_TASK OBJECTIVE_
Exactly as written, output each of the lines below, with no images.

═════ SUPPLIED RECORDS

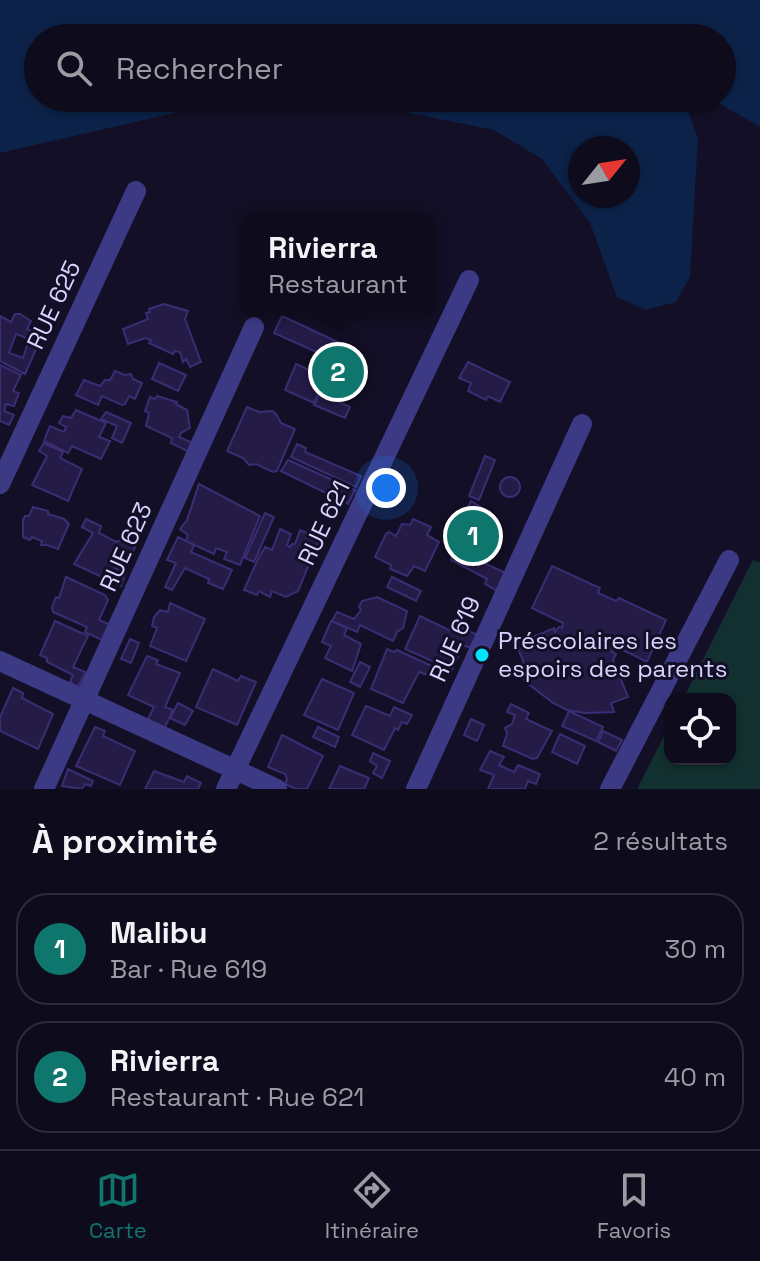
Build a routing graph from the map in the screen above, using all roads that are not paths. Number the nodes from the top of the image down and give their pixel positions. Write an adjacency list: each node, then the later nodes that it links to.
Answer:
1 (136, 191): 5 (street, RUE 625)
2 (469, 280): 9 (street, RUE 621)
3 (254, 327): 8 (street, RUE 623)
4 (582, 424): 13 (street, RUE 619)
5 (0, 484)
6 (729, 560): 14 (street)
7 (0, 661): 8 (street)
8 (85, 700): 9 (street); 10 (street, RUE 623)
9 (235, 770): 11 (street, RUE 621); 12 (street)
10 (44, 789)
11 (226, 789)
12 (277, 789)
13 (416, 789)
14 (610, 789)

══════════

_THE ANSWER_
Build a routing graph from the map in the screen above, using all roads that are not paths. Number the nodes from the top of the image down and give their pixel positions. Write an adjacency list: each node, then the later nodes that it links to.
Answer:
1 (136, 191): 5 (street, RUE 625)
2 (469, 280): 9 (street, RUE 621)
3 (254, 327): 8 (street, RUE 623)
4 (582, 424): 13 (street, RUE 619)
5 (0, 484)
6 (729, 560): 14 (street)
7 (0, 661): 8 (street)
8 (85, 700): 9 (street); 10 (street, RUE 623)
9 (235, 770): 11 (street, RUE 621); 12 (street)
10 (44, 789)
11 (226, 789)
12 (277, 789)
13 (416, 789)
14 (610, 789)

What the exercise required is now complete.